Check every line of the data below for the string "Avenida", and copy the ones that hold it.

(Stored items)
• • • • •
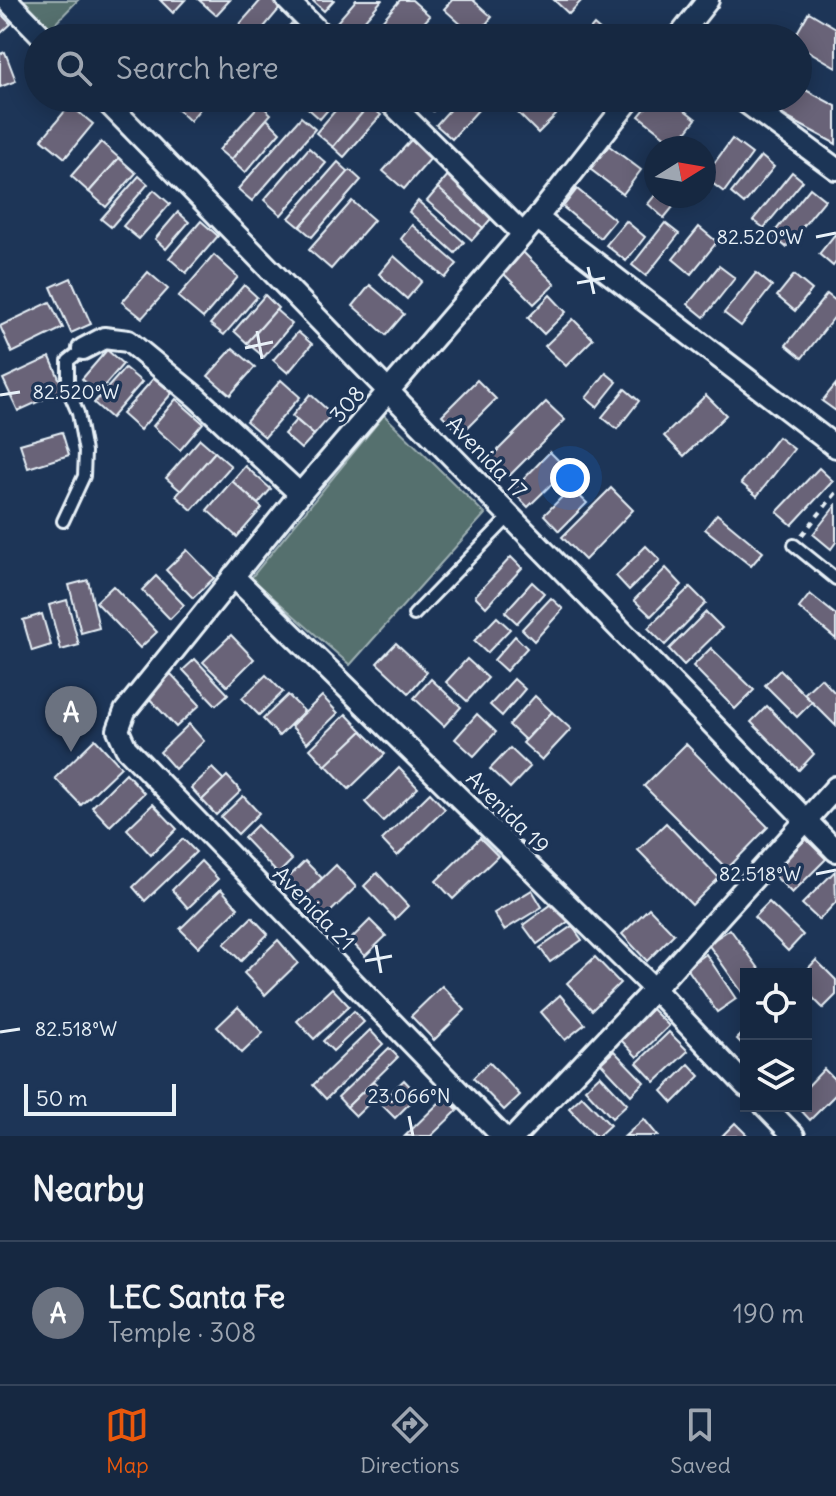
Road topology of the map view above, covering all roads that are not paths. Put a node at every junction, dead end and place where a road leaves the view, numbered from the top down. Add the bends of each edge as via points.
1 (7, 0) edge
2 (287, 0) edge
3 (708, 0) edge
4 (30, 24) edge
5 (311, 24) edge
6 (689, 24) edge
7 (117, 112) edge
8 (400, 112) edge
9 (620, 112) edge
10 (759, 112) edge
11 (836, 169) edge
12 (537, 218) junction
13 (522, 233) junction
14 (83, 349) joint
15 (390, 391) junction
16 (836, 447) edge
17 (300, 494) junction
18 (511, 515) junction
19 (63, 521) dead end
20 (794, 545) road end
21 (233, 576) junction
22 (836, 579) edge
23 (414, 615) dead end
24 (126, 748) joint
25 (836, 787) edge
26 (806, 820) junction
27 (836, 851) edge
28 (654, 989) junction
29 (740, 1080) edge
30 (771, 1112) edge
31 (502, 1136) edge
32 (515, 1136) edge
33 (794, 1136) edge

1 - 4 street
2 - 5 street
3 - 6 street
7 - 15 street, Avenida 17
8 - 13 street
9 - 12 street, 308
10 - 11 street
12 - 13 street, 308
12 - 16 street
13 - 15 street, 308
14 - 17 street via 104,338 128,341
14 - 19 lane via 68,361 68,390 78,413 84,476
15 - 17 street, 308
15 - 18 street, Avenida 17
17 - 21 street, 308
18 - 23 lane
18 - 26 street, Avenida 17
20 - 22 lane
21 - 24 street, 308 via 125,711 118,730
21 - 28 street, Avenida 19
24 - 31 street, Avenida 21
25 - 26 street
26 - 27 street, Avenida 17
26 - 28 street
28 - 29 street, Avenida 19
28 - 32 street
30 - 33 street

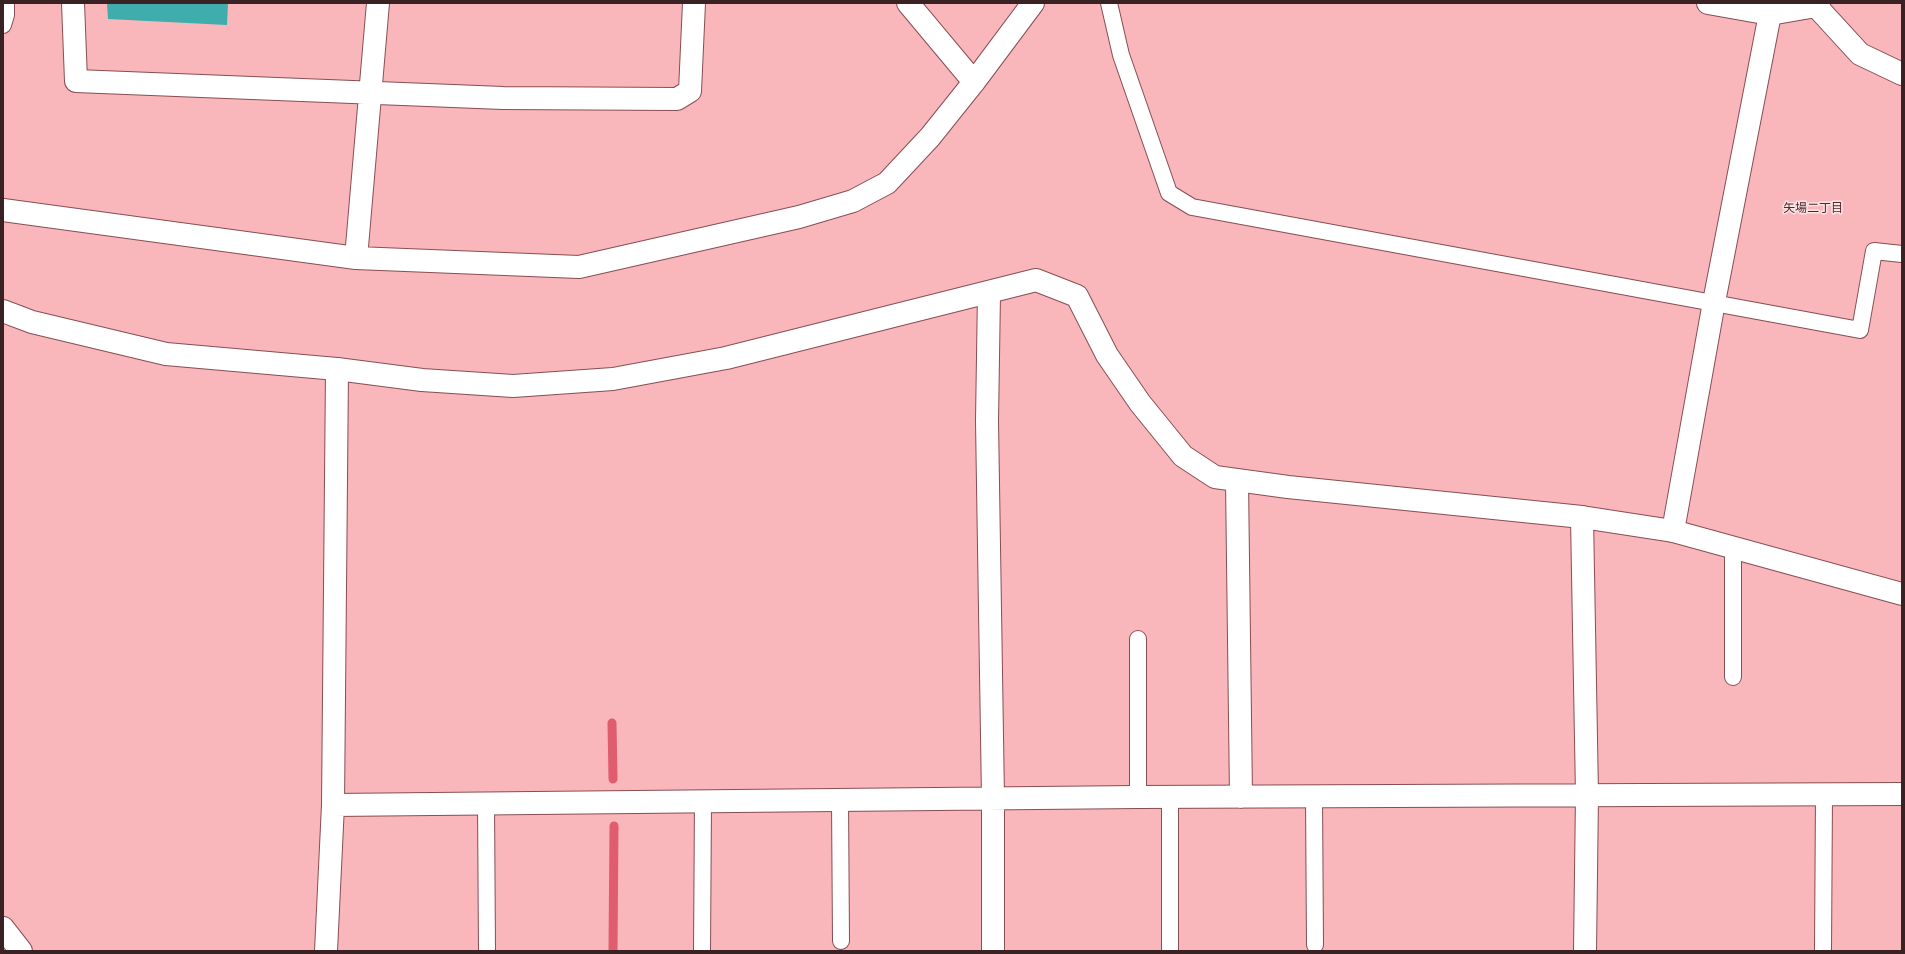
• • • • •
#### [Response]
7 - 15 street, Avenida 17
15 - 18 street, Avenida 17
18 - 26 street, Avenida 17
21 - 28 street, Avenida 19
24 - 31 street, Avenida 21
26 - 27 street, Avenida 17
28 - 29 street, Avenida 19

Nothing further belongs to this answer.